There are two basic types of galangal: greater galangal and lesser galangal. Confusingly, lesser galangal has the more pungent peppery flavor of the two.
Where does it come from?
According to The Glutton’s Glossary, by John Ayto, the origin of the name galangal is the Chinese phrase gao liang jiang, meaning “good ginger from Gaozhou” (a city in Canton now called Maoming). China is also probably where lesser galangal originated; greater galangal is native to Java, in Indonesia.
What does it taste like?
I was able to get my hands only on ground dried greater galangal, which is weaker and generally considered inferior to fresh. The powder had a sweet, tangy and gingery aroma and flavor, with a mildly peppery bite. The fresh root is supposed to be much more pungent.
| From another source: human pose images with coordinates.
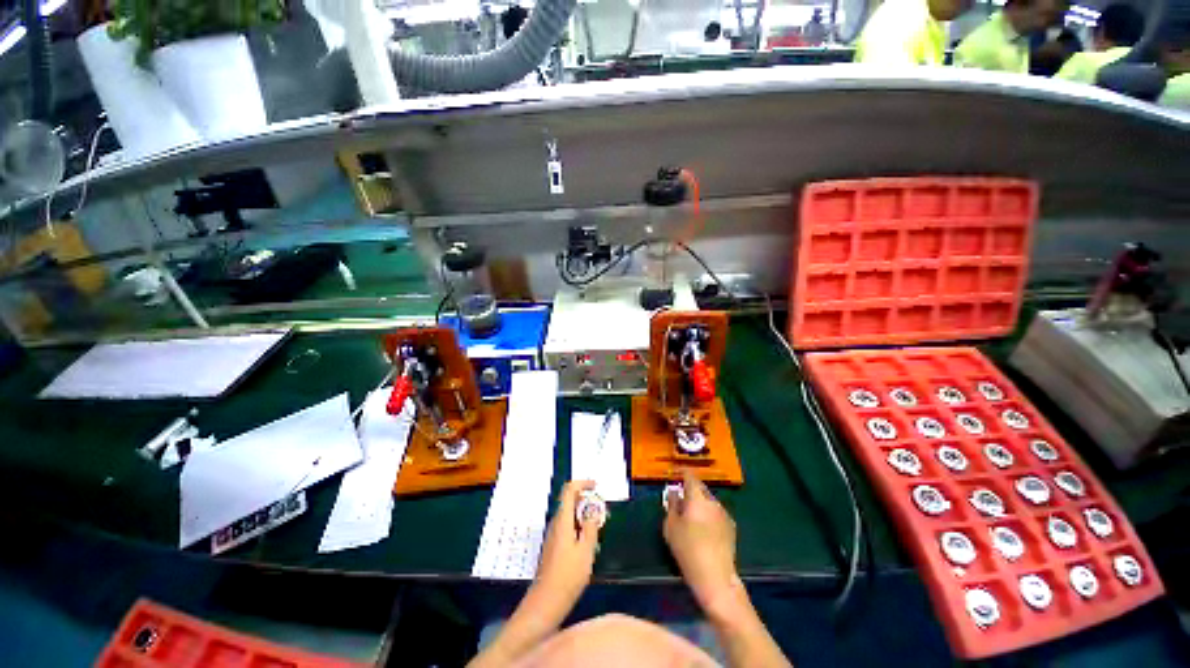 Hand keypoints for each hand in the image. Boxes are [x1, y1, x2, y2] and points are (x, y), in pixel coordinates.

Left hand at [534, 480, 601, 612]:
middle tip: (601, 509)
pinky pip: (567, 526)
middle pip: (569, 501)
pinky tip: (588, 542)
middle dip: (585, 500)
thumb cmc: (568, 576)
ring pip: (569, 515)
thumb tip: (592, 511)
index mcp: (563, 520)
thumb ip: (590, 528)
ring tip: (598, 527)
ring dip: (583, 514)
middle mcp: (556, 523)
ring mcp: (553, 535)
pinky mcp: (554, 546)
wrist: (546, 602)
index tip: (596, 486)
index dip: (582, 483)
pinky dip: (579, 526)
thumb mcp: (586, 551)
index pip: (569, 490)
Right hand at [664, 470, 740, 610]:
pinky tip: (704, 529)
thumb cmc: (687, 549)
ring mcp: (724, 513)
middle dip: (691, 490)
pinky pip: (716, 513)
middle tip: (680, 499)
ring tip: (691, 516)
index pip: (690, 476)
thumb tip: (673, 492)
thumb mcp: (671, 526)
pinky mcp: (731, 527)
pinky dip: (709, 514)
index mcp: (697, 497)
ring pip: (709, 501)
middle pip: (700, 488)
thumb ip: (672, 505)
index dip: (682, 473)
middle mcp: (712, 501)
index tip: (675, 474)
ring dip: (700, 503)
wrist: (715, 576) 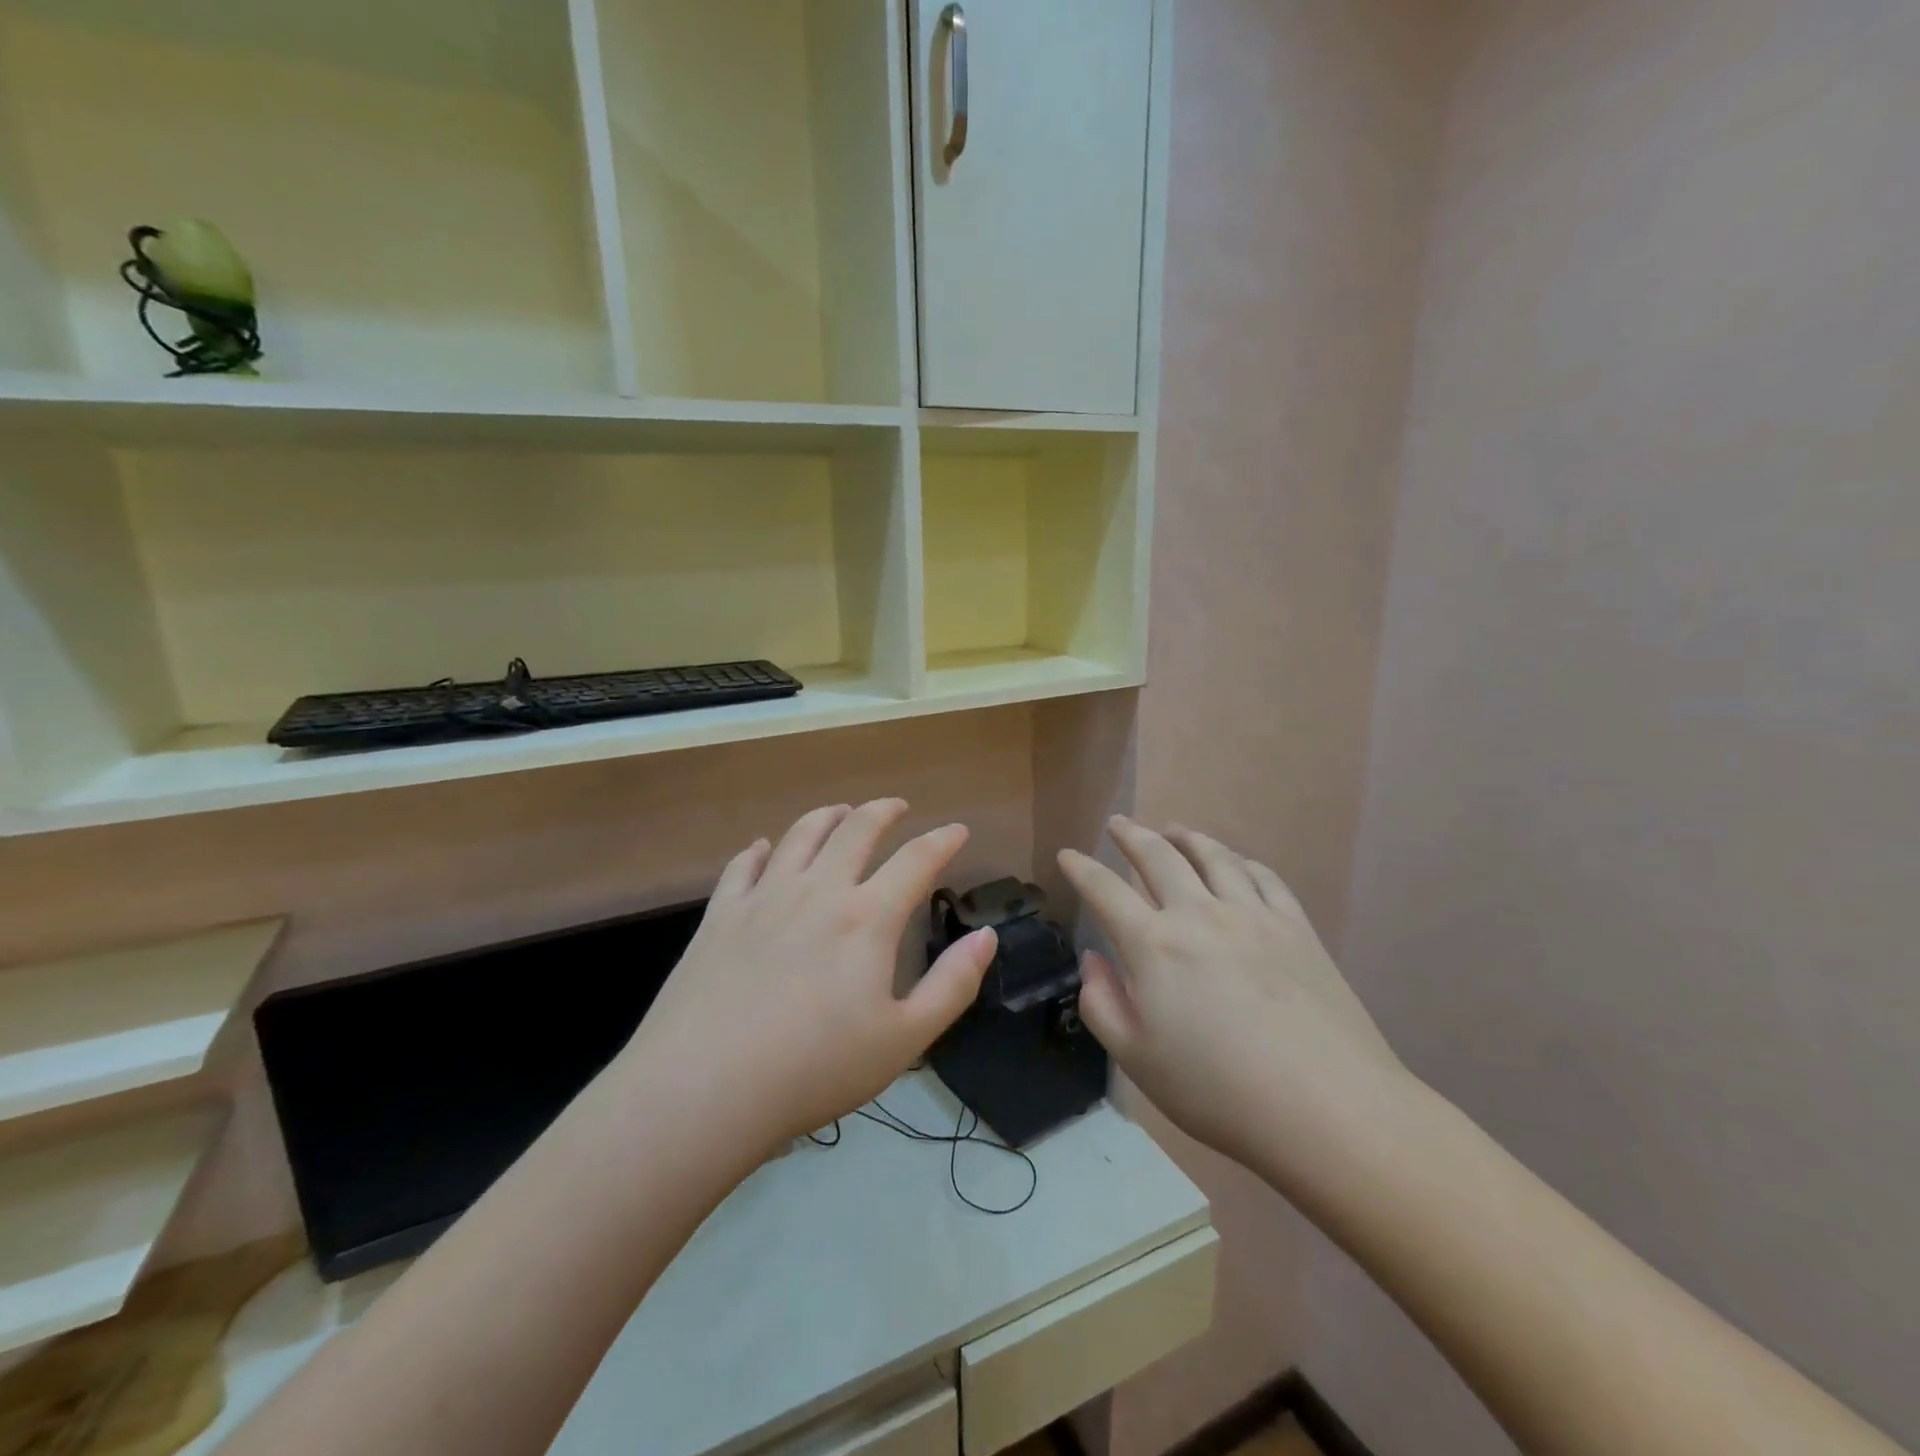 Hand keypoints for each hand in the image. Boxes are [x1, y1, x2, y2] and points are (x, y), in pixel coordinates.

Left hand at [626, 801, 996, 1158]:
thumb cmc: (815, 1068)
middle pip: (857, 830)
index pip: (916, 860)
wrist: (704, 1088)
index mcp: (867, 917)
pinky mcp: (721, 913)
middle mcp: (819, 890)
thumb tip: (987, 936)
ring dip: (828, 816)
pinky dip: (762, 849)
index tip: (957, 830)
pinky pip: (744, 864)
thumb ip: (952, 985)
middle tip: (897, 807)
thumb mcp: (904, 1039)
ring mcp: (765, 896)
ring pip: (801, 834)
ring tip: (840, 812)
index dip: (942, 841)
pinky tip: (765, 848)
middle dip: (883, 812)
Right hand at [1058, 818, 1407, 1176]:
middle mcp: (1198, 914)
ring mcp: (1252, 915)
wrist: (1325, 1107)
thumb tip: (1094, 960)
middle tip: (1118, 823)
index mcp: (1153, 945)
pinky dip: (1241, 860)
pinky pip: (1263, 876)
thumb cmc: (1218, 1091)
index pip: (1105, 891)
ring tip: (1173, 829)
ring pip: (1213, 857)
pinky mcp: (1296, 927)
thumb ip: (1102, 1004)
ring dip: (1186, 837)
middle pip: (1158, 857)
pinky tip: (1236, 862)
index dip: (1082, 869)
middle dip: (1132, 836)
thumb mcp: (1137, 1059)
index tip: (1068, 855) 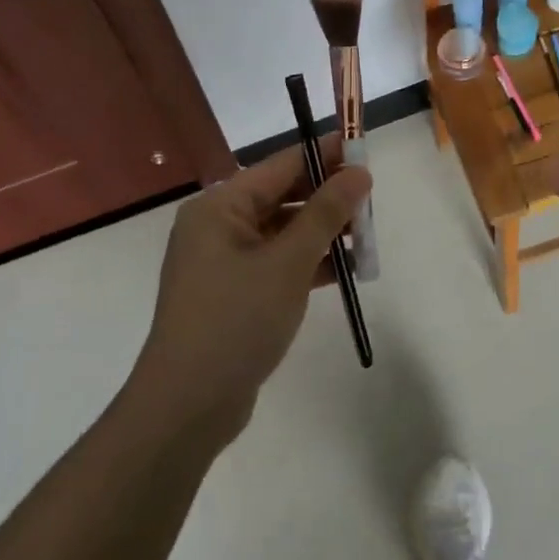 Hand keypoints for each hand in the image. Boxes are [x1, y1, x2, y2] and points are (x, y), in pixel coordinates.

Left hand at [136, 143, 370, 431]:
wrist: (186, 407)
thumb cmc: (236, 320)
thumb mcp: (288, 262)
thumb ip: (326, 213)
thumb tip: (359, 173)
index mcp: (221, 206)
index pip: (282, 165)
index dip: (325, 156)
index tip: (364, 151)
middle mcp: (218, 225)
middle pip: (284, 196)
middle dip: (329, 198)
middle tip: (372, 203)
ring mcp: (224, 261)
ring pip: (284, 231)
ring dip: (324, 233)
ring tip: (368, 239)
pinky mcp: (234, 292)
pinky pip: (278, 261)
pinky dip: (310, 262)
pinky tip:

So, what the heck do I do with it?
Galangal is said to mask fishy flavor, so it is a popular spice to use in seafood dishes, like a Vietnamese braised carp with a sweet-salty galangal sauce. I added a couple of teaspoons of the powdered spice to a Thai-style coconut-curried shrimp dish, similar to tom kha goong (kha is Thai for galangal). Fresh galangal should be grated or very thinly sliced, as it can be a little tough (the younger the root, the more tender). It can be added to Indonesian satay (meat skewers with spicy peanut sauce), Malaysian laksa (seafood and noodles in spicy coconut milk) or samlor kor ko (a Cambodian vegetable soup).